HuffPost has reached out to NBC for further information on how that process would work, and whether it can guarantee there would be no retaliation against those seeking exceptions to their agreements.

The announcement came shortly before Maddow’s interview with The New Yorker’s Ronan Farrow, who left NBC News in 2017 to join the magazine where he reported his months-long investigation into sexual abuse allegations against disgraced movie mogul Harvey Weinstein.

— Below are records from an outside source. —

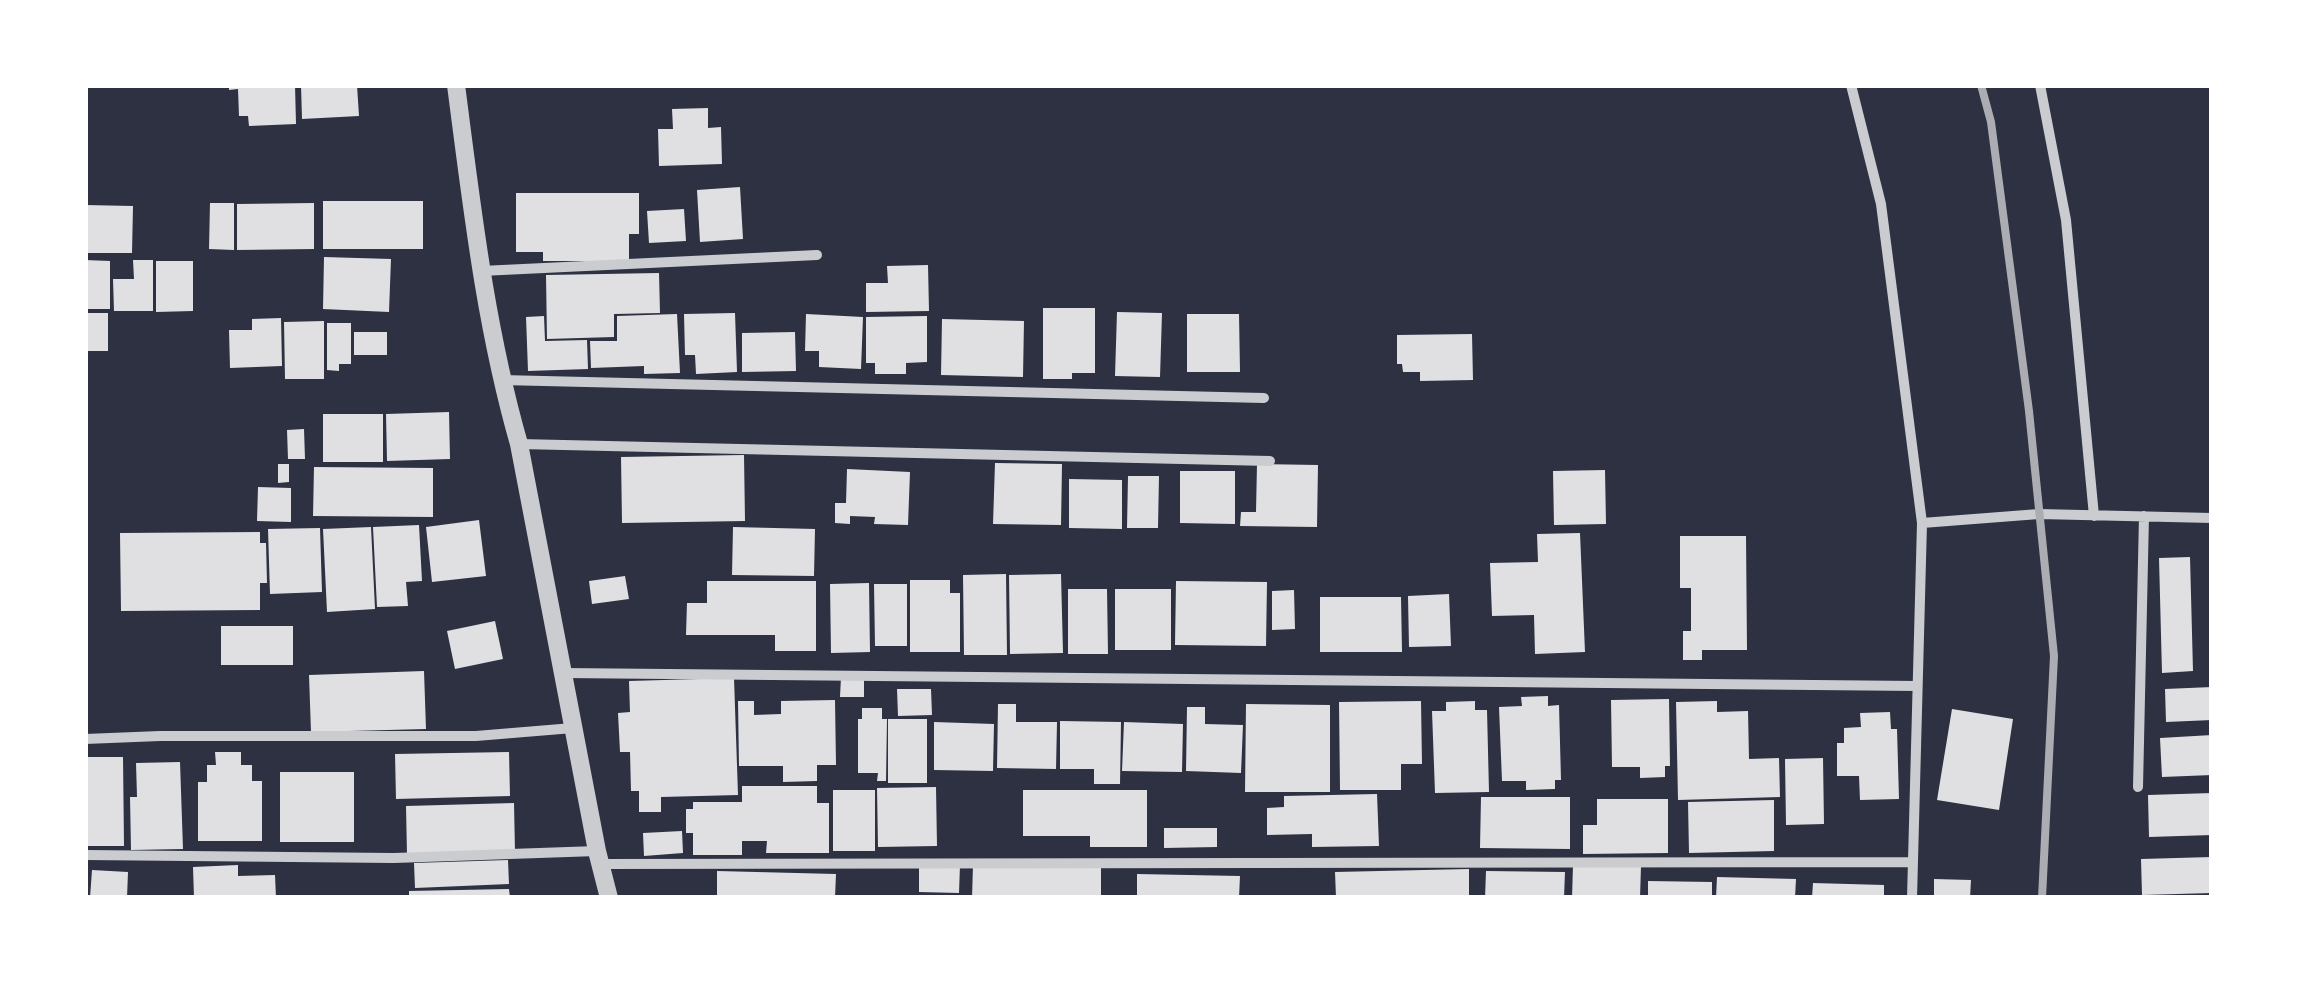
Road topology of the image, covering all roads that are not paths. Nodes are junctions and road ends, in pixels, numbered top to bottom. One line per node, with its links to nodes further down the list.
1 (456, 85): 5 (street)
2 (1851, 85): 13 (street)
3 (2040, 85): 10 (street)
4 (818, 255): 5 (street)
5 (481, 271): 6 (street)
6 (501, 380): 7 (street); 8 (street)
7 (1264, 398)
8 (520, 444): 9 (street); 14 (street)
9 (1270, 460)
10 (2094, 516): 11 (street); 13 (street)
11 (2144, 516): 12 (street); 18 (street)
12 (2212, 518)
13 (1922, 523): 15 (street)
14 (563, 673): 15 (street); 16 (street)
15 (1917, 686): 21 (street)
16 (574, 728): 17 (street); 20 (street)
17 (85, 738)
18 (2138, 787)
19 (85, 855): 20 (street)
20 (599, 858): 21 (street); 22 (street)
21 (1913, 862): 23 (street)
22 (609, 898)
23 (1912, 898)

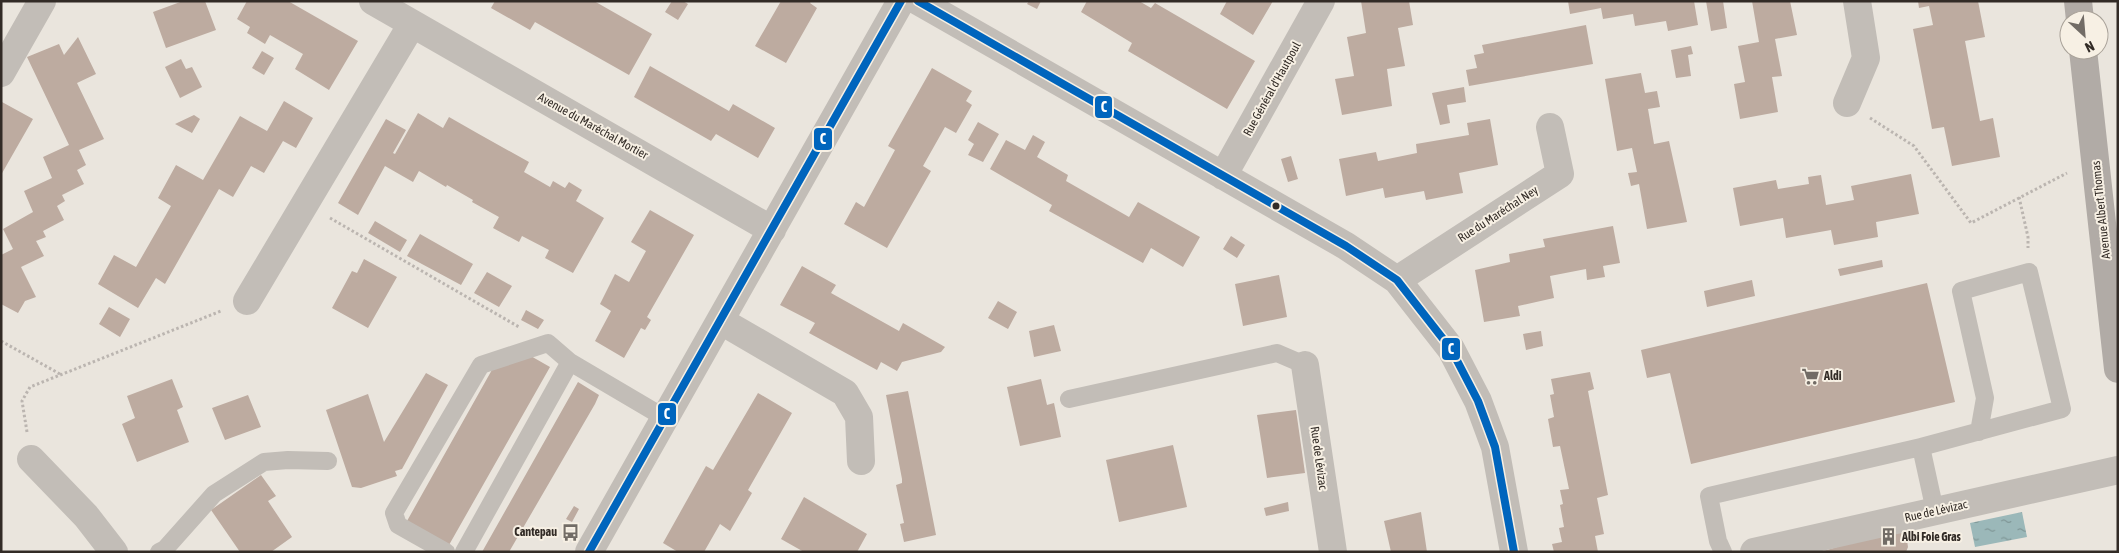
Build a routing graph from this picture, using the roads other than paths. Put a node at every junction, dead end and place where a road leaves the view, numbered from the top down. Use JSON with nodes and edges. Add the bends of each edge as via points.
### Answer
{"nodes":[{"id":1,"x":42,"y":1,"type":"edge"},
{"id":2,"x":373,"y":1,"type":"edge"},
{"id":3,"x":902,"y":1,"type":"edge"},
{"id":4,"x":918,"y":1,"type":"edge"},
{"id":5,"x":1321,"y":1,"type":"edge"},
{"id":6,"x":1858,"y":1,"type":"edge"},
{"id":7,"x":412,"y":24,"type":"junction"},
{"id":8,"x":2084,"y":60,"type":"edge"},
{"id":9,"x":1,"y":73,"type":"edge"},
{"id":10,"x":1848,"y":103,"type":"road end"},
{"id":11,"x":1550,"y":127,"type":"dead end"},
{"id":12,"x":1223,"y":176,"type":"junction"},
{"id":13,"x":772,"y":230,"type":"junction"},
{"id":14,"x":1397,"y":280,"type":"junction"},
{"id":15,"x":247,"y":301,"type":"road end"},
{"id":16,"x":721,"y":322,"type":"junction"},
{"id":17,"x":570,"y":362,"type":"junction"},
{"id":18,"x":1305,"y":365,"type":"joint"},
{"id":19,"x":2118,"y":369,"type":"edge"},
{"id":20,"x":1069,"y":399,"type":"dead end"},
{"id":21,"x":665,"y":418,"type":"junction"},
{"id":22,"x":1979,"y":432,"type":"junction"},
{"id":23,"x":1921,"y":447,"type":"junction"},
{"id":24,"x":30,"y":459,"type":"road end"},
{"id":25,"x":328,"y":461,"type":"dead end"},
{"id":26,"x":860,"y":461,"type":"dead end"},
{"id":27,"x":2118,"y":470,"type":"edge"},
{"id":28,"x":1936,"y":511,"type":"junction"},
{"id":29,"x":114,"y":552,"type":"edge"},
{"id":30,"x":160,"y":552,"type":"edge"},
{"id":31,"x":446,"y":552,"type":"edge"},
{"id":32,"x":464,"y":552,"type":"edge"},
{"id":33,"x":589,"y":552,"type":"edge"},
{"id":34,"x":1332,"y":552,"type":"edge"},
{"id":35,"x":1514,"y":552,"type":"edge"},
{"id":36,"x":1723,"y":552,"type":"edge"},
{"id":37,"x":1754,"y":552,"type":"edge"}],
"edges":[{"from":1,"to":9,"type":"street"},
{"from":2,"to":7,"type":"street","name":"Avenue du Maréchal Mortier"},
{"from":3,"to":13,"type":"street"},
{"from":4,"to":12,"type":"street"},
{"from":5,"to":12,"type":"street","name":"Rue Général d'Hautpoul"},
{"from":6,"to":10,"type":"street","via":[[1866,58]]},
{"from":7,"to":13,"type":"street","name":"Avenue du Maréchal Mortier"},
{"from":7,"to":15,"type":"street"},
{"from":8,"to":19,"type":"main road","name":"Avenue Albert Thomas"},
{"from":11,"to":14,"type":"street","name":"Rue du Maréchal Ney","via":[[1560,174]]},
{"from":12,"to":14,"type":"street","via":[[1346,246]]},
{"from":13,"to":16,"type":"street"},
{"from":14,"to":35,"type":"street","via":[[1451,349],[1478,401],[1495,447]]},
{"from":16,"to":21,"type":"street"},
{"from":16,"to":26,"type":"street","via":[[845,393],[859,417]]},
{"from":17,"to":21,"type":"lane"},
{"from":17,"to":31,"type":"lane","via":[[548,343],[481,364],[394,513],[398,525]]},
{"from":17,"to":32,"type":"lane"},
{"from":18,"to":20,"type":"lane","via":[[1277,353]]},
{"from":18,"to":34,"type":"street","name":"Rue de Lévizac"},
{"from":21,"to":33,"type":"street"},
{"from":22,"to":22,"type":"lane","via":[[2062,409],[2029,272],[1961,292],[1985,398]]},
{"from":22,"to":23,"type":"lane"},
{"from":23,"to":28,"type":"lane"},
{"from":23,"to":36,"type":"lane","via":[[1709,496]]},
{"from":24,"to":29,"type":"street","via":[[86,516]]},
{"from":25,"to":30,"type":"lane","via":[[264,462],[214,494]]},
{"from":27,"to":28,"type":"street","name":"Rue de Lévizac"},
{"from":28,"to":37,"type":"street","name":"Rue de Lévizac"}]}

In Farrow’s new book, “Catch and Kill,” he alleges that NBC had attempted to block his work on the Weinstein story ― which he had started while working for the network ― and covered up sexual assault allegations against former “Today” show anchor Matt Lauer. The book also contains explosive new details about the claims of former NBC News employee Brooke Nevils, who has accused Lauer of raping her in a hotel room during the 2014 Winter Olympics in Sochi, Russia.

In a memo obtained by several media outlets earlier this month, NBC News President Noah Oppenheim accused Farrow of engaging in an “effort to defame NBC News,” arguing that the network has “no secrets and nothing to hide.”

In his interview with Maddow, Farrow gave NBC credit for its latest move, stating that the company’s executives “deserve praise” for offering to relax the agreements and that “it should be a model for other companies.”